(Work required): The answer must be every line of the data that holds the word "ترعه".

[Stored data]
============

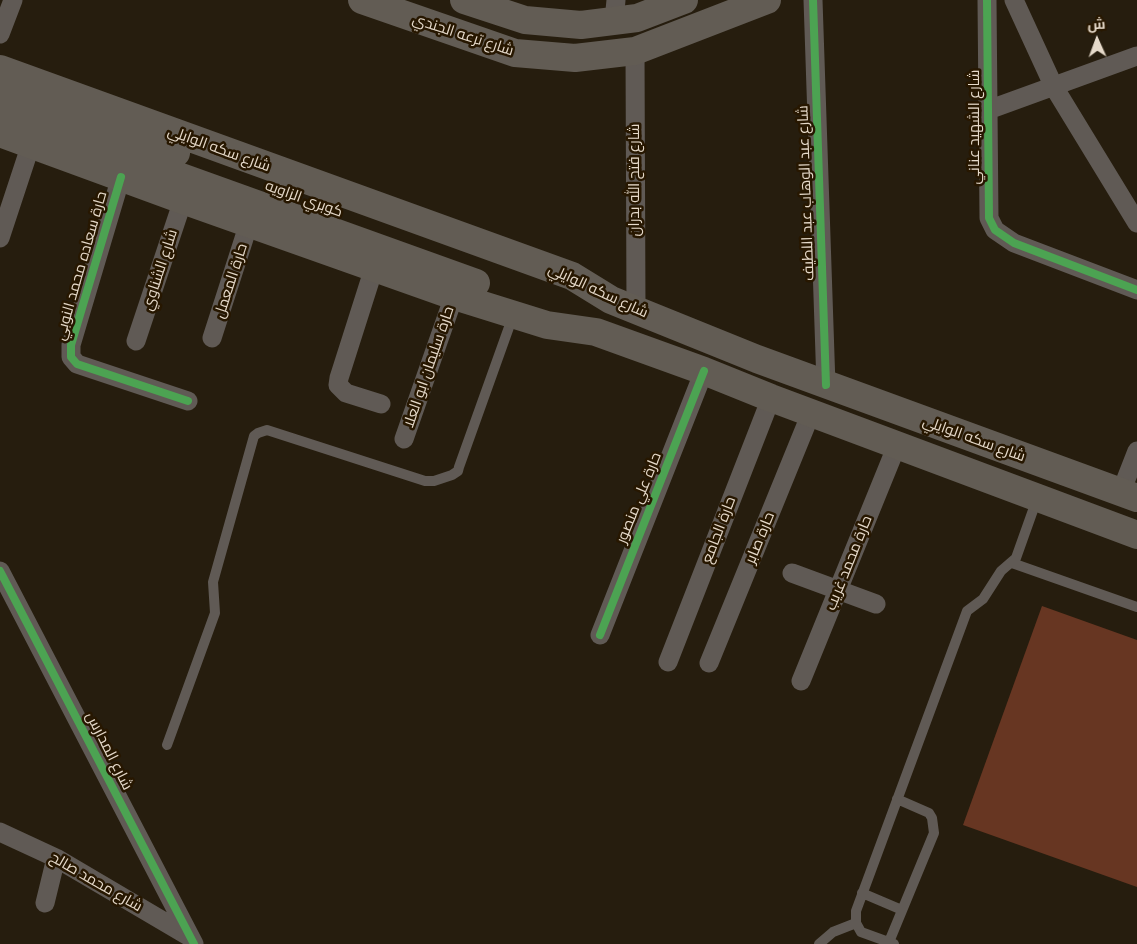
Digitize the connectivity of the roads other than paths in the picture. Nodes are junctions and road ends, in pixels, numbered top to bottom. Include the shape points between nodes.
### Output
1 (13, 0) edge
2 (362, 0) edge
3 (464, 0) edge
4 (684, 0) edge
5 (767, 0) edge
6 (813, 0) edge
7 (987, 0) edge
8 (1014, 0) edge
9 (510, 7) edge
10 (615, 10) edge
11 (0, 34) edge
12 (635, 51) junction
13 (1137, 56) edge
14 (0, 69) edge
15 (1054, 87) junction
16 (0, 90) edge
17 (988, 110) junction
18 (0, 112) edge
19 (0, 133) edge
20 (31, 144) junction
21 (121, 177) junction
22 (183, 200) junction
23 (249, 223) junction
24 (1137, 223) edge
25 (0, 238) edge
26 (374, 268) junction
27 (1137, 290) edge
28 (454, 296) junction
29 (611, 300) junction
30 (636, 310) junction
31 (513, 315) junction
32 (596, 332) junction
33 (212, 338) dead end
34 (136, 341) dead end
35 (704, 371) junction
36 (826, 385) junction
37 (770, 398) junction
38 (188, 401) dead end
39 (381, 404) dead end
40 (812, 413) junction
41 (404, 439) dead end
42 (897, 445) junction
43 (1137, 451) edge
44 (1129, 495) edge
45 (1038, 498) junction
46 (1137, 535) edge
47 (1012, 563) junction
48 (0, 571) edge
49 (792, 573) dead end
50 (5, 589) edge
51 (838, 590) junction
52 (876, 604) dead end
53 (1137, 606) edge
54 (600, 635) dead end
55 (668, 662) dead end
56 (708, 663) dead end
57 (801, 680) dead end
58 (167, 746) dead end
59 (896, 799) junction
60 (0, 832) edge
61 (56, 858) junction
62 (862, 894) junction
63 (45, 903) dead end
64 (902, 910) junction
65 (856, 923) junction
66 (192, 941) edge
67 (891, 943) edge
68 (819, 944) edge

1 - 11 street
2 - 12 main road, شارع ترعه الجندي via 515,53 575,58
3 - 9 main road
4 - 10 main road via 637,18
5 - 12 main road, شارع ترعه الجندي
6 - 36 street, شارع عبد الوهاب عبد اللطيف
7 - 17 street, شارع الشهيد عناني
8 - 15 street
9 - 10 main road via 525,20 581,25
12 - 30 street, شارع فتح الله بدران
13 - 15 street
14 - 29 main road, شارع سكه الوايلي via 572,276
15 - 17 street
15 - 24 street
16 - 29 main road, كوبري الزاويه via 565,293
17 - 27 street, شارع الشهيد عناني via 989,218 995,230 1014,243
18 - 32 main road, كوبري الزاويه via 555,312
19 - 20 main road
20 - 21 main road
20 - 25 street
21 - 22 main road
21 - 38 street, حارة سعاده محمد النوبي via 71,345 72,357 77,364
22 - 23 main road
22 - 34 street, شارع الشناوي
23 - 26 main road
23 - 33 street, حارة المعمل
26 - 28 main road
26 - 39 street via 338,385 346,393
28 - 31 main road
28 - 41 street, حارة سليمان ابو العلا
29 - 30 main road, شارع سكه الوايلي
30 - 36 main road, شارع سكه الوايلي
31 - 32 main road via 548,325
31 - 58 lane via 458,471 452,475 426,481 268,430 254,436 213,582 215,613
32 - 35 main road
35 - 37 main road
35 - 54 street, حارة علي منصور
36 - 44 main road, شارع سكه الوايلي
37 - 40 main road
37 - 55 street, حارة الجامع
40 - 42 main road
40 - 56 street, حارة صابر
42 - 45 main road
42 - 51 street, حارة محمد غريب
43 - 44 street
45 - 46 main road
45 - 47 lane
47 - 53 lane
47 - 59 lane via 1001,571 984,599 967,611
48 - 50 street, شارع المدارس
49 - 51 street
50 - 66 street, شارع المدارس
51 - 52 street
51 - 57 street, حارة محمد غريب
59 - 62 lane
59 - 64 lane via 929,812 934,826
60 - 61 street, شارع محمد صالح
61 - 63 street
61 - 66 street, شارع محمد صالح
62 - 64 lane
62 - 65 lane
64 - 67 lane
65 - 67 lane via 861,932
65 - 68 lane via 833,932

============

(Reply to the task):
2 - 12 main road, شارع ترعه الجندي via 515,53 575,58
5 - 12 main road, شارع ترعه الجندي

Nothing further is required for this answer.